# Your assignment
Search the entries for lines that contain the word "Universal", and report each one found.

# Exercise inputs
= = =

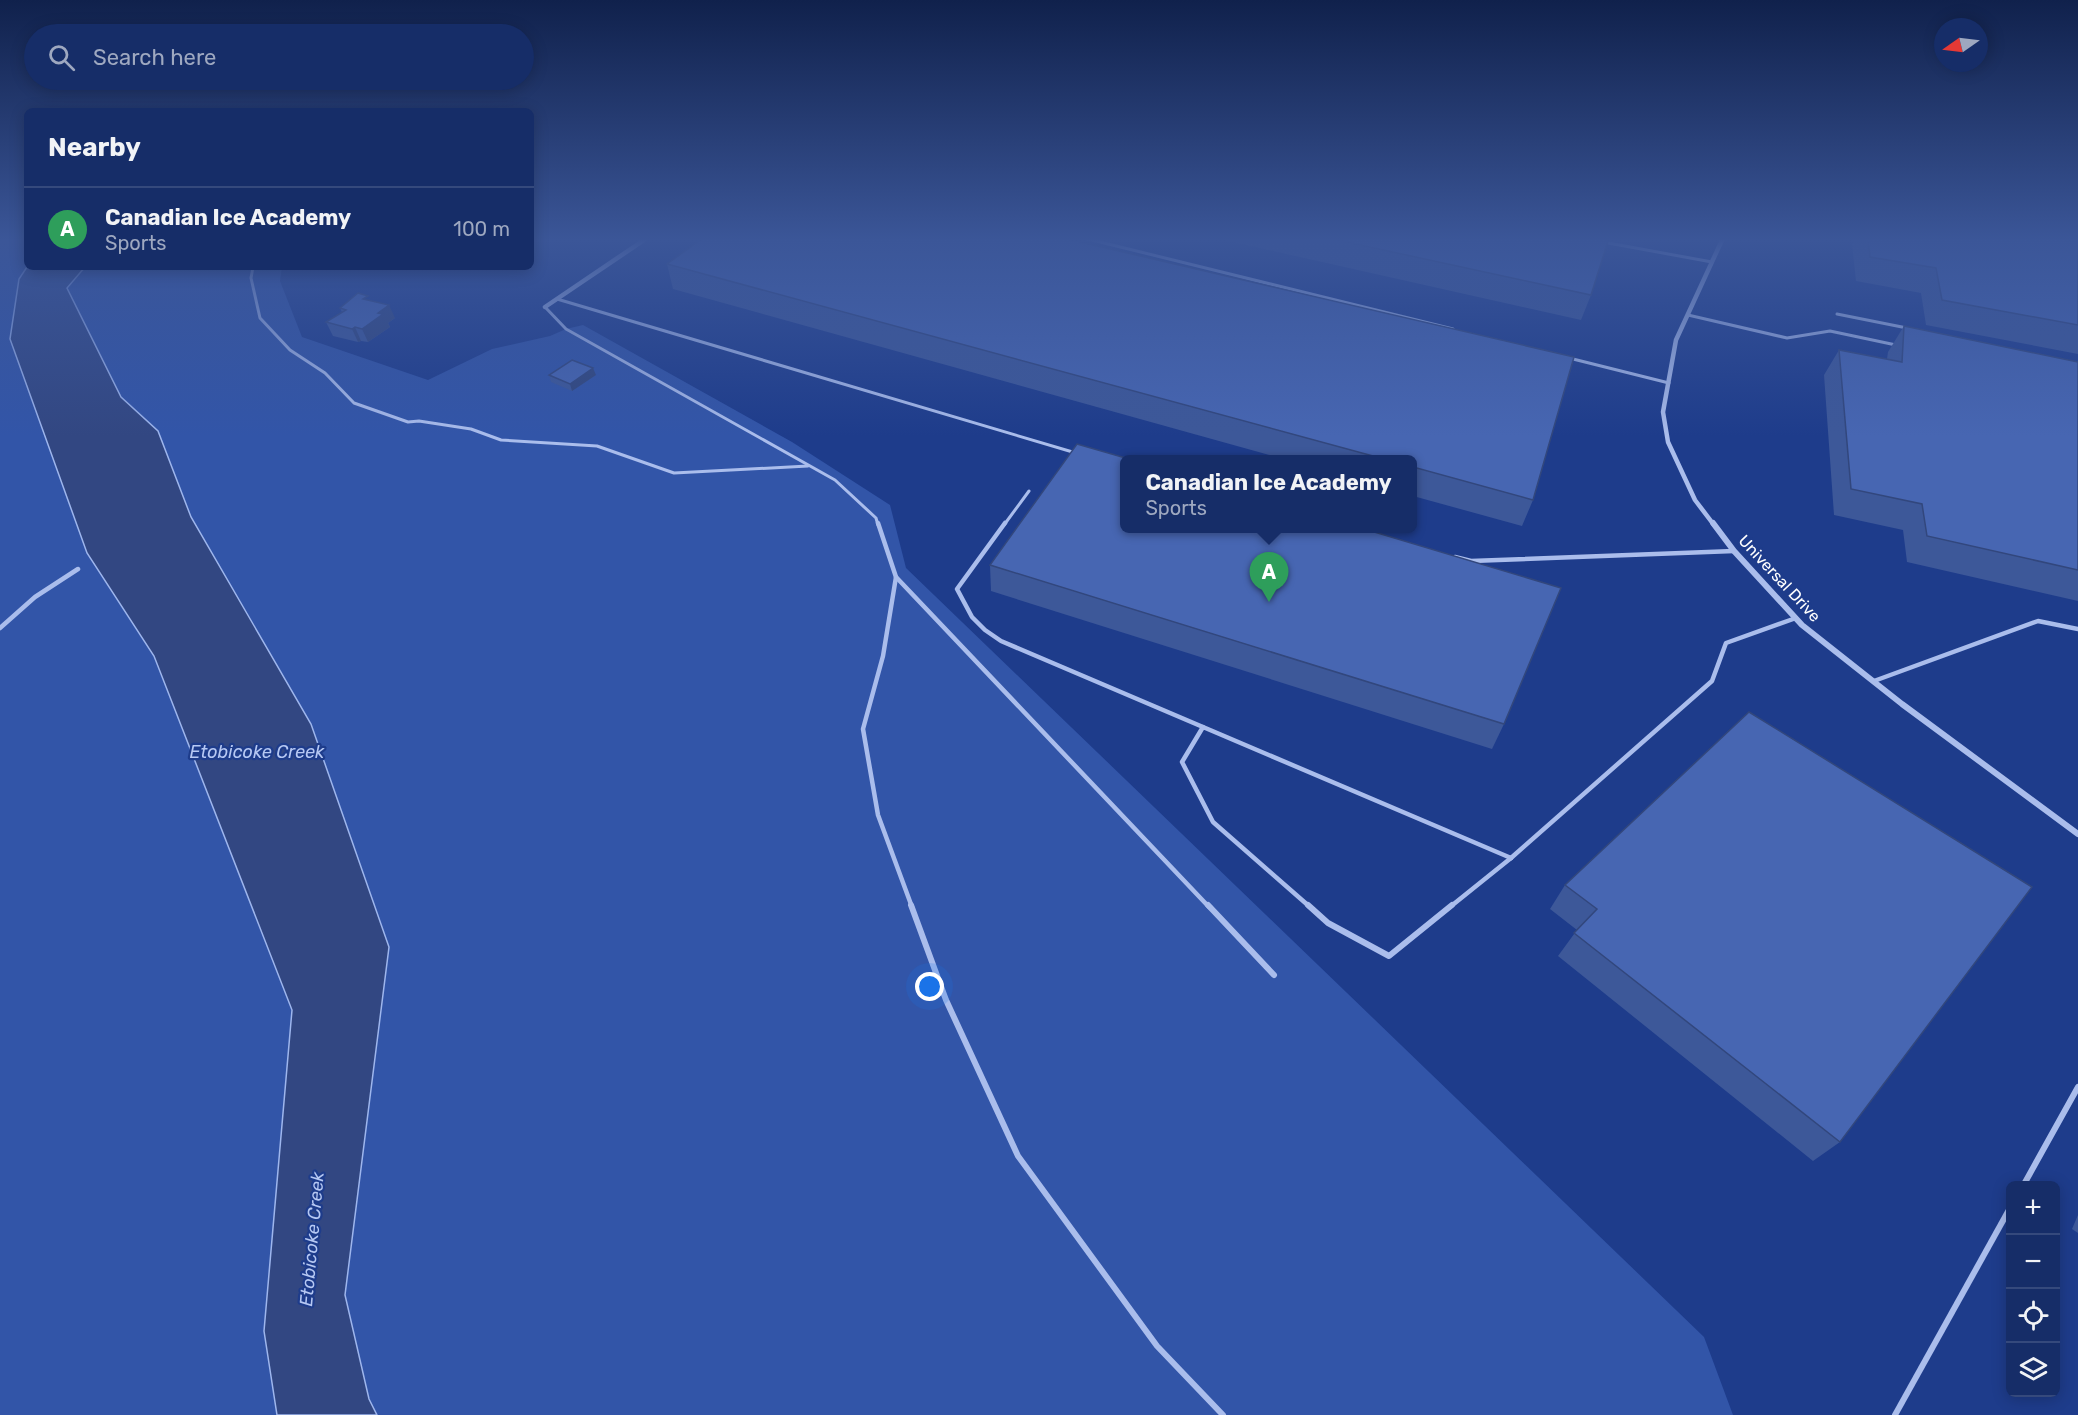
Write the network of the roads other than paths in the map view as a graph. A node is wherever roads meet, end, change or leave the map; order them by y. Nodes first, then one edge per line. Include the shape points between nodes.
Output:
1 (257, 304) edge
2 (550, 304) edge
3 (574, 304) edge
4 (1351, 304) edge
5 (1693, 304) edge
6 (545, 308) joint
7 (1837, 314) dead end
8 (1688, 315) junction
9 (1917, 330) edge
10 (1464, 332) edge
11 (1898, 345) dead end
12 (1566, 357) edge
13 (1669, 382) junction
14 (1080, 454) edge
15 (810, 466) junction
16 (1029, 491) dead end
17 (1734, 550) junction
18 (1449, 555) edge
19 (78, 569) dead end
20 (896, 577) junction
21 (1796, 618) junction
22 (0, 628) edge
23 (2078, 629) edge
24 (1874, 681) junction
25 (1203, 727) junction
26 (2078, 834) edge
27 (1511, 858) junction
28 (1274, 975) dead end
29 (2078, 1087) edge
30 (2025, 1181) edge
31 (2006, 1215) edge
32 (1223, 1415) edge
33 (1894, 1415) edge

1 - 15 lane via 260,318 290,350 325,373 354,403 408,422 471,429 501,440 597,446 674,473
2 - 6 street
3 - 14 lane
4 - 10 lane
5 - 8 street, Universal Drive
6 - 15 lane via 566,329
7 - 9 lane
8 - 11 lane via 1787,338 1830,331
8 - 13 street, Universal Drive via 1676,340
12 - 13 lane
13 - 17 street, Universal Drive via 1663,412 1668,442 1695,500
15 - 20 lane via 835,480 876,518
16 - 25 lane via 957,589 964,609 987,634 1011,646
17 - 18 lane via 1471,561
17 - 21 street, Universal Drive
19 - 22 lane via 35,597
20 - 28 lane
20 - 32 lane via 883,656 863,729 878,815 946,1000 1018,1156 1157,1346
21 - 24 street, Universal Drive
21 - 27 lane via 1726,643 1712,681
23 - 24 lane via 2038,621
24 - 26 street, Universal Drive
25 - 27 lane
25 - 27 lane via 1182,762 1213,822 1328,923 1389,956
29 - 30 lane
31 - 33 lane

= = =

# Finished exercise
5 - 8 street, Universal Drive
8 - 13 street, Universal Drive via 1676,340
13 - 17 street, Universal Drive via 1663,412 1668,442 1695,500
17 - 21 street, Universal Drive
21 - 24 street, Universal Drive
24 - 26 street, Universal Drive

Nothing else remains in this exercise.